In the absence of fraud, a compromise made between the city
authorities of New Orleans and a railroad company respecting a
disputed grant of a user of part of the city property known as the
Batture for railroad purposes was sustained, as authorized by the
laws of Louisiana. Under the statutes of that state, the city
authorities had the right to make the compromise at the time it was
made, and it remained valid notwithstanding the powers conferred
upon the Board of Liquidation of the City Debt of New Orleans by
the legislature.
The long record in this case presents no subject of general
interest outside of the important special issues involved in the
suit. The facts upon which the decision rests are fully set forth
in the opinion of the Court.
MR. CHIEF JUSTICE WAITE delivered the opinion of the Court.

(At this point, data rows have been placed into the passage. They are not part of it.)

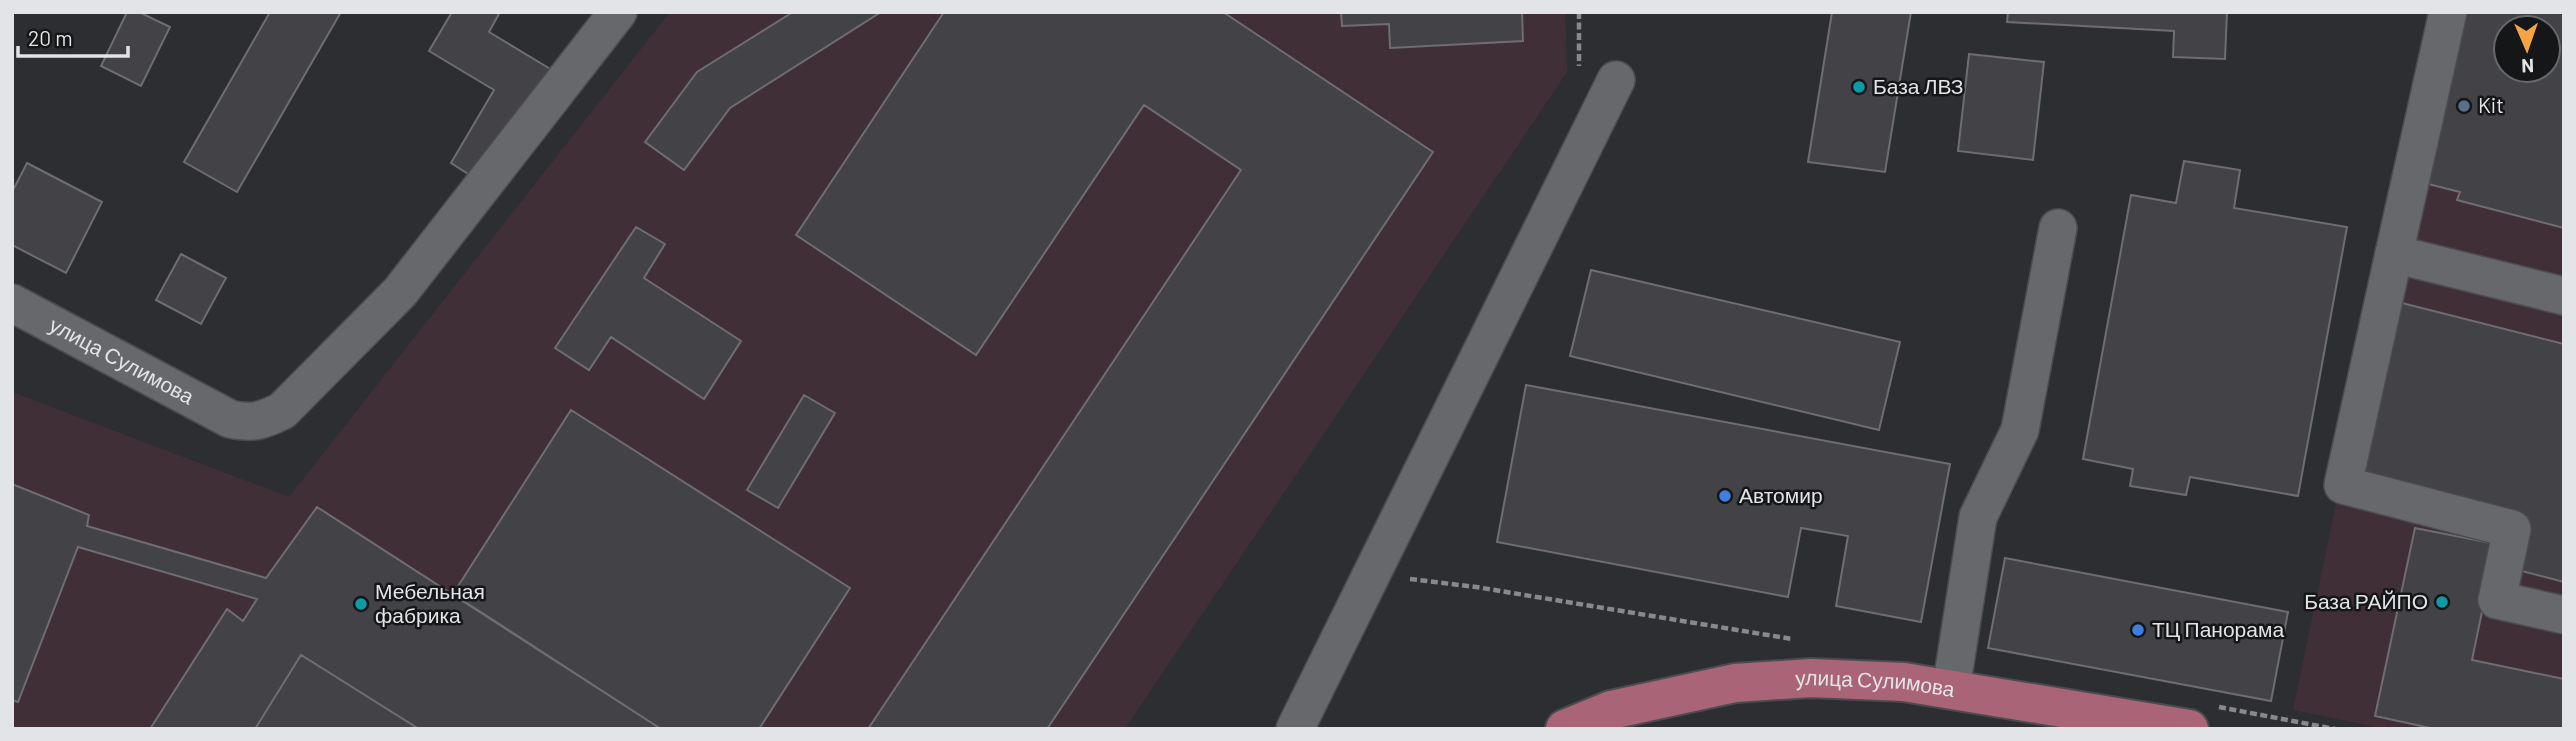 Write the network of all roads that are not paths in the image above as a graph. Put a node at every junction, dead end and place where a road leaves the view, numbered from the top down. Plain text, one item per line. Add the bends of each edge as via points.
1 (618, 12) edge
2 (2448, 12) edge
3 (1616, 80) dead end
4 (2058, 228) dead end
5 (2395, 254) junction
6 (2564, 296) edge
7 (12, 303) edge
8 (2564, 615) edge
9 (1951, 689) junction
10 (1294, 729) edge
11 (1566, 729) edge
12 (2189, 729) edge

1 - 7 street, улица Сулимова via 400,292 282,411 264,420 230,419
2 - 5 street
3 - 10 street
4 - 9 street via 2020,430 1978,517
5 - 6 street
5 - 8 street via 2343,485 2512,529 2497,600
9 - 11 main road, улица Сулимова via 1811,678 1735,683 1611,710
9 - 12 main road, улица Сулимова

This appeal presents the following case:
Prior to the year 1820, disputes had arisen between the City of
New Orleans and certain proprietors of riparian estates as to the
ownership of the batture or alluvion in front of the city
Page 109 U. S. 222
on the Mississippi river. In compromise of these disputes, the
proprietors surrendered to the city all their claims to property
within certain boundaries.
In 1869, the Legislature of Louisiana undertook, by Act No. 26
of 1869, to grant to the New Orleans, Mobile & Chattanooga
Railroad Company, now by change of name the New Orleans, Mobile
& Texas Railroad Company,
"the right to locate, construct, maintain, and use a passenger
depot, with offices and apartments suitable for its legitimate
business, upon that part or portion of the levee or streets and
grounds in the City of New Orleans bounded by Canal, Delta, and
Poydras Streets, and a line parallel to and 150 feet easterly from
Delta Street; and for the construction of a freight depot, and for
other purposes of its legitimate business, to enclose and occupy
the blocks of grounds, parts of streets, and portion of levee in
said city bounded by Girod, Water, and Calliope Streets and a line
parallel to and 290 feet easterly from Water Street, provided said
company shall not enclose or occupy that part or portion of the
blocks of ground within said last limits which is the private
property of individuals until said company has acquired the title
thereto; and said company shall thereafter, if requested by said
city, extend the wharf in front thereof equal with the present
wharf in front of the northerly corner of the outer block within
said limits recently sold by said city and now owned by said
company."
The validity of this act was disputed by the city and suits were
brought by the company in a state court to establish the grant.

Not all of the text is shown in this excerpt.